Action des structures et réseaux cérébraux sous psychédéliques
La stimulation des récepteurs 5-HT2A dans plusieurs structures corticales et sous-corticales auront comme effet d’une part d’accroître l’impact des inputs intéro- et extéroceptifs comme le sont aussi les suggestions thérapeutiques et d’autre part d’affaiblir les priors. Nous développons les rôles spécifiques joués par ces structures.
Nous avons présenté le thalamus comme la station de transit de l’information afférente montante – bottom-up – des informations sensorielles extéro- et intéroceptives afin de les filtrer avant leur transfert aux colliculus, à l’amygdale et au cortex[11]. Le thalamus reçoit aussi des afférences corticales – top-down – exerçant un contrôle sur ses capacités de filtration. La stimulation sérotoninergique des 5-HT2A renforcée par les psychédéliques augmente davantage encore la connectivité ascendante du thalamus vers le cortex cingulaire postérieur (CCP=AB29, AB30 & AB31) et une diminution de la connectivité descendante du CCP vers le thalamus (verrouillage thalamique). Il y a ainsi augmentation de l’impact de la sensation – de l’information – montante et une diminution de celui du prior descendant. Ce verrouillage thalamique est contrôlé par des voies cortico-thalamiques glutamatergiques et modulé par des projections sérotoninergiques sur les récepteurs 5-HT2A des interneurones cortico-thalamiques à GABA, d’autant plus fortes dans le cadre d’une PAP. L'hypothèse du verrouillage thalamique suggère que les psychédéliques augmentent la réception des erreurs de prédiction ascendantes. Il y a ainsi prédominance des effets ascendants sur le cortex sous l'effet des psychédéliques. Cela est cohérent avec une relaxation de la précision descendante.

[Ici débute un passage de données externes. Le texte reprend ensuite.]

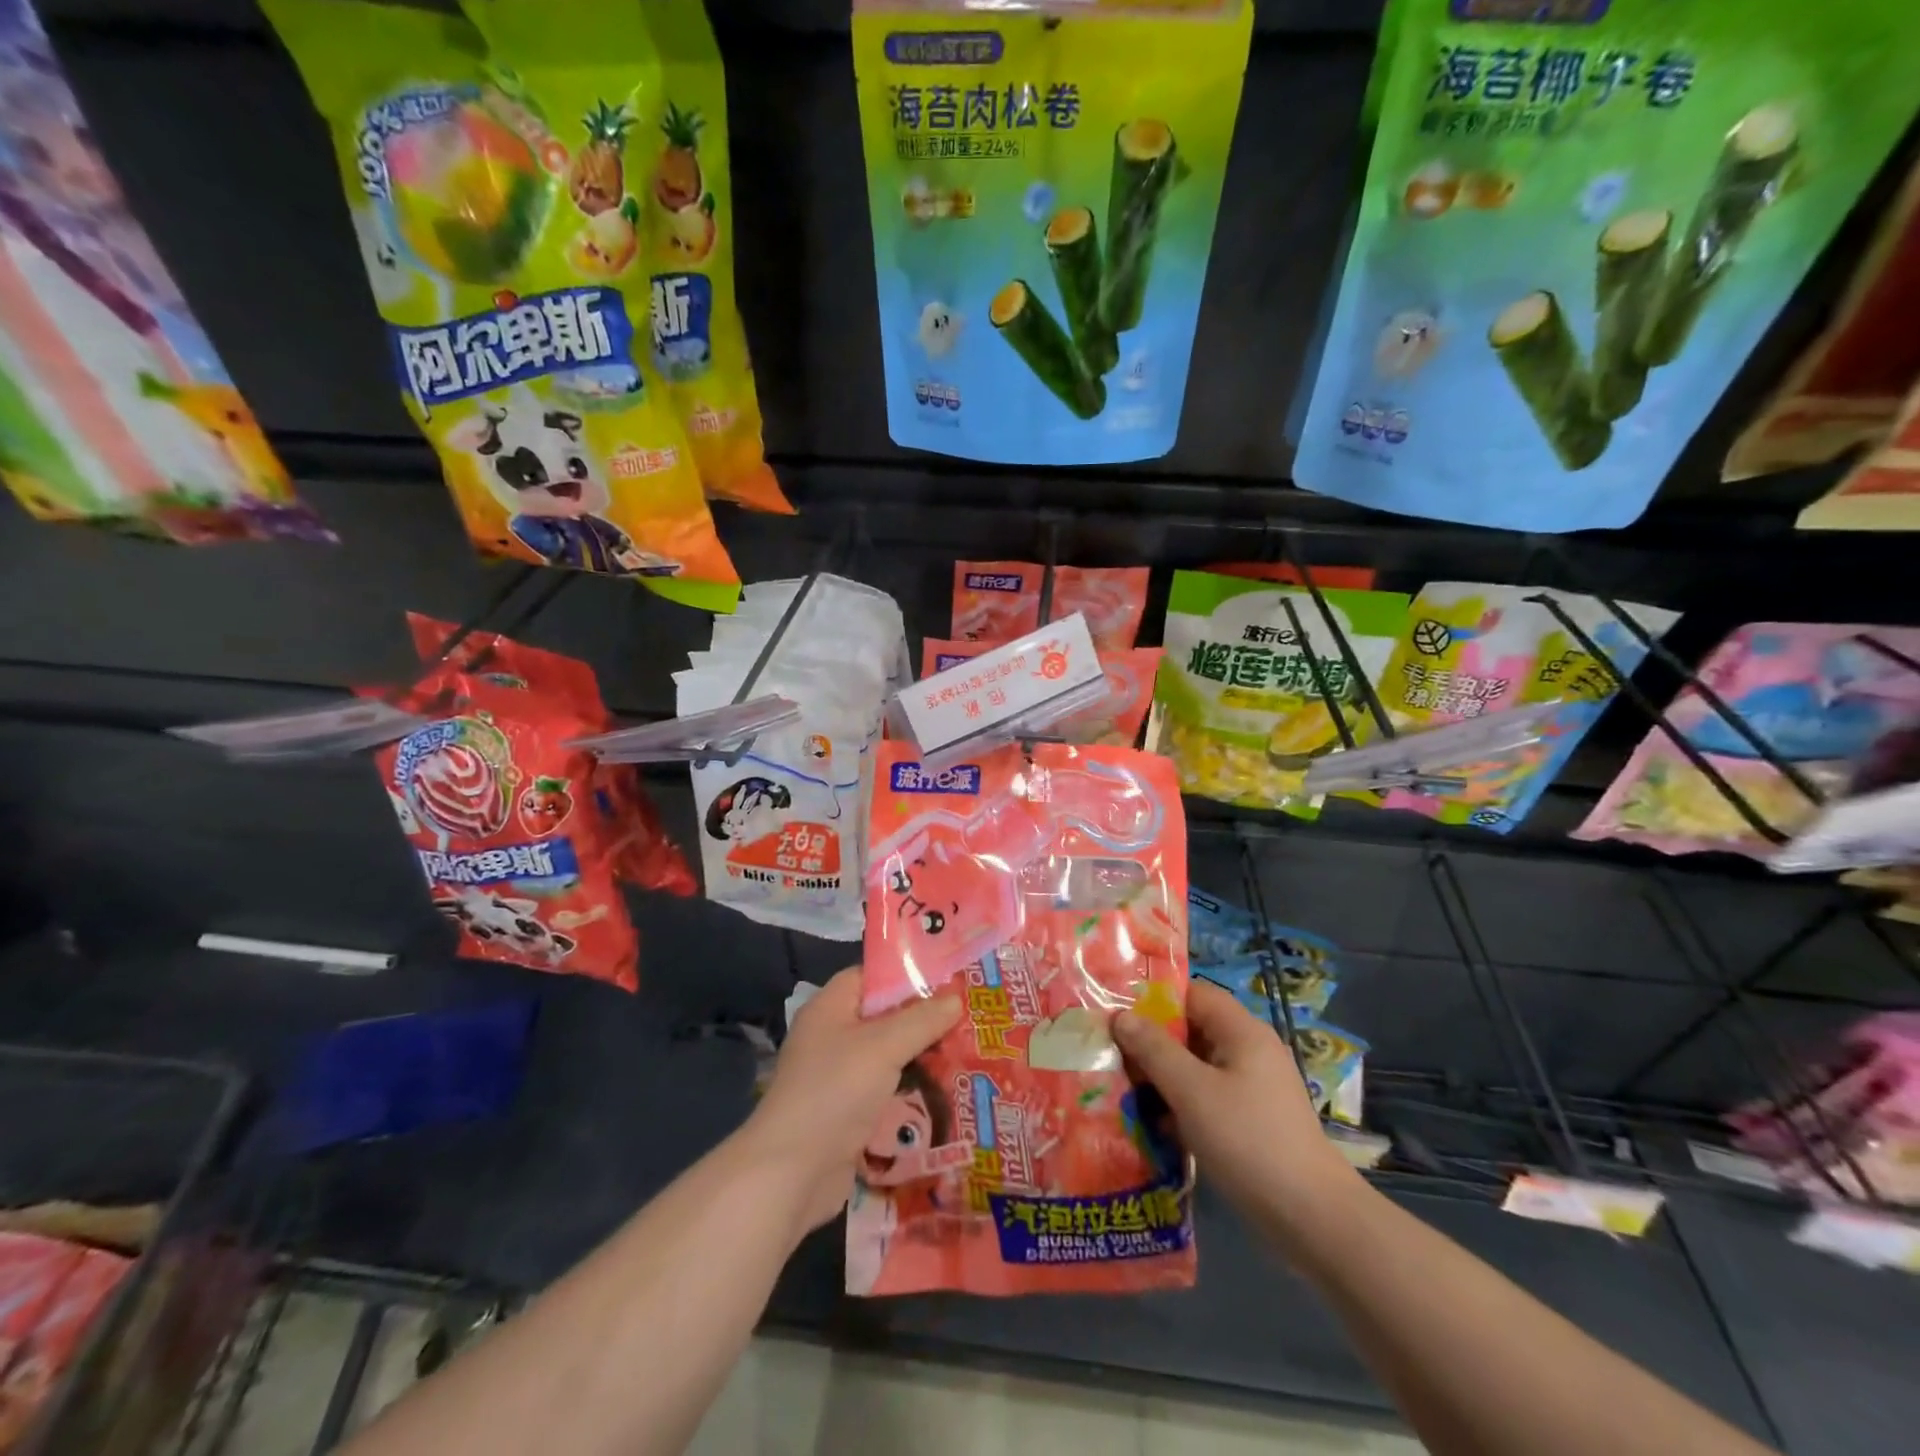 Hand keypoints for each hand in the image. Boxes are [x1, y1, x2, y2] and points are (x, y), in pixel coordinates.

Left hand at [744, 968, 960, 1236]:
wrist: (792, 1173)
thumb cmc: (835, 1091)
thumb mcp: (884, 1046)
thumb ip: (922, 1020)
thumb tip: (956, 998)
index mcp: (830, 1007)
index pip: (871, 976)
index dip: (907, 975)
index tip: (948, 980)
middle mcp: (832, 1036)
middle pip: (884, 1017)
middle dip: (923, 1019)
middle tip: (967, 1019)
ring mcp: (838, 1077)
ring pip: (887, 1055)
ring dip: (920, 1056)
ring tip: (965, 1052)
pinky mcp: (847, 1113)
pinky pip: (885, 1089)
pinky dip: (910, 1089)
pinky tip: (944, 1091)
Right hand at [1112, 981, 1357, 1228]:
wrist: (1312, 1219)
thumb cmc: (1248, 1141)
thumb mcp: (1192, 1091)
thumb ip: (1154, 1050)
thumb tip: (1121, 1016)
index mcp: (1242, 1031)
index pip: (1192, 993)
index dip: (1154, 997)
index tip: (1116, 1011)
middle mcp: (1249, 1050)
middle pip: (1191, 1029)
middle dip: (1151, 1041)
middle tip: (1110, 1052)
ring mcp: (1252, 1087)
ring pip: (1196, 1066)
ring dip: (1162, 1075)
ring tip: (1121, 1087)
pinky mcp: (1251, 1119)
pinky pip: (1207, 1096)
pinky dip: (1181, 1103)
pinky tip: (1152, 1122)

Dans le cadre d’une PAP, dont l’ensemble du contexte thérapeutique apporte des sensations – ascendantes – de sécurité, avec en raison de l’hypermobilisation des 5-HT2A générée par les psychédéliques, un déséquilibre favorable à la sensation – bottom-up – de sécurité au détriment du prior – top-down – anxieux. Il en résulte une réponse diminuée de l’amygdale, voire sa désactivation (des investigations ont montré une réduction du flux sanguin cérébral dans l’amygdale corrélant avec une réduction des symptômes anxieux et dépressifs sous psychédéliques). La connectivité descendante qui exerce normalement une influence inhibitrice sur les projections ascendantes par renforcement du triage thalamique est fortement inhibée sous psychédéliques, ce qui peut favoriser la sécurité au détriment de la menace.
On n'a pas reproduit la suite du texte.